Without going into a lot of technical detail, if you override the message in VA, that should work fine. The message in the ReactorSensor will not be used, because VA will always prefer its override, but if you are consistent and always edit your messages in VA, you should have no problems. I also may be able to detect VA and back-port any override message into the ReactorSensor.

VA also appears to keep its own list of recipients and does not use the fields provided on the hidden scene for that purpose. So if you change the recipients on the ReactorSensor, I’m not sure if VA picks that up without going into its editor with refreshed data, and if you change the recipients in VA, I can tell you for sure the ReactorSensor has no idea about that change. I can address the latter issue in the same way as the override message. It remains to be seen (via testing) what the impact of the former may be, and it could be that it will simply be an issue VA users will need to be aware of.

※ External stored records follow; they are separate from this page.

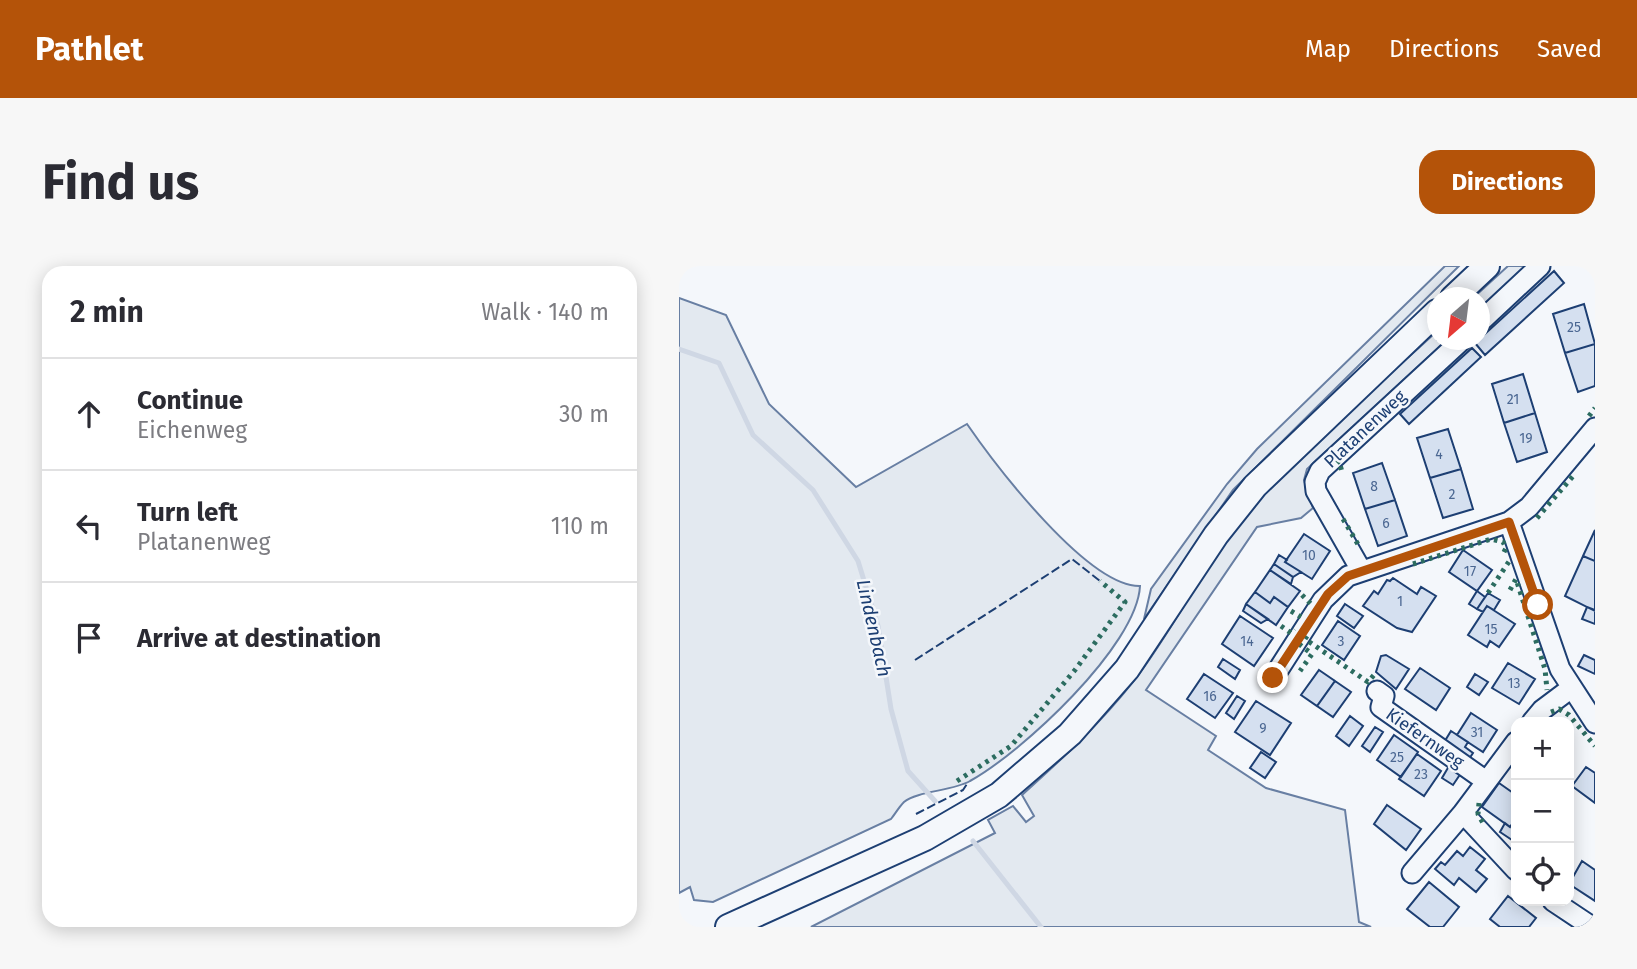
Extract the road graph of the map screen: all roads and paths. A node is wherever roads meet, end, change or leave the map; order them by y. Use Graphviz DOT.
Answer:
graph roads {
  1 [pos="1487,266"];
  2 [pos="1540,266"];
  3 [pos="1465,287"];
  4 [pos="1490,313"];
  5 [pos="1427,322"];
  6 [pos="1451,350"];
  7 [pos="1595,428"];
  8 [pos="1509,522"];
  9 [pos="1361,570"];
  10 [pos="1273,678"];
  11 [pos="1570,689"];
  12 [pos="1377,691"];
  13 [pos="1536,717"];
  14 [pos="1595,723"];
  15 [pos="1511,748"];
  16 [pos="1486,780"];
  17 [pos="1463,813"];
  18 [pos="1511,865"];
  19 [pos="1412,873"];
  20 [pos="1560,906"];
  21 [pos="728,927"];
  22 [pos="1592,927"];
  1 -- 3 [label="main road"];
  2 -- 4 [label="street"];
  5 -- 21 [label="main road"];
  6 -- 9 [label="street, Platanenweg"];
  7 -- 8 [label="street"];
  8 -- 9 [label="street"];
  8 -- 11 [label="street"];
  9 -- 10 [label="street"];
  11 -- 13 [label="street"];
  11 -- 14 [label="street"];
  12 -- 16 [label="street, Kiefernweg"];
  15 -- 16 [label="street"];
  16 -- 17 [label="street"];
  17 -- 18 [label="street"];
  17 -- 19 [label="street"];
  20 -- 22 [label="street"];
}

But it certainly appears that, right now today without any changes whatsoever, edits to recipients and messages done in VA should work perfectly fine, they just won’t be visible in your ReactorSensor, so you’ll see different data there. I’ll tinker with that, and make the RS messages appear as something other than “_notify” so you can tell what you’re actually looking at.

OK. I now have a version of the ReactorSensor activity editor that’s “VeraAlerts-aware”. It’s up in the stable branch on Github, and the install instructions are the same as in the previous instructions post. If you’re into the whole brevity thing, the only file you need to upload is J_ReactorSensor_UI7.js (but it doesn’t hurt to upload everything). Don’t forget to hard-refresh those browsers, folks!

IMPORTANT: For everyone who installed yestreday’s stable release whether you use VeraAlerts or not, please update to this newer release. I found a nasty little bug in the UI that will not cause any problems for your Vera, but may cause the activity editing UI some serious heartburn to your browser.

When everything is correctly installed, the version displayed in config editing footers is “3.4develop-19224”.

1 Like

Great stuff. Works a treat. Is there a way to send a value from a multistring or an expression within Reactor? I would like to send a daily message with my previous day’s power consumption. Also is there a message length limit?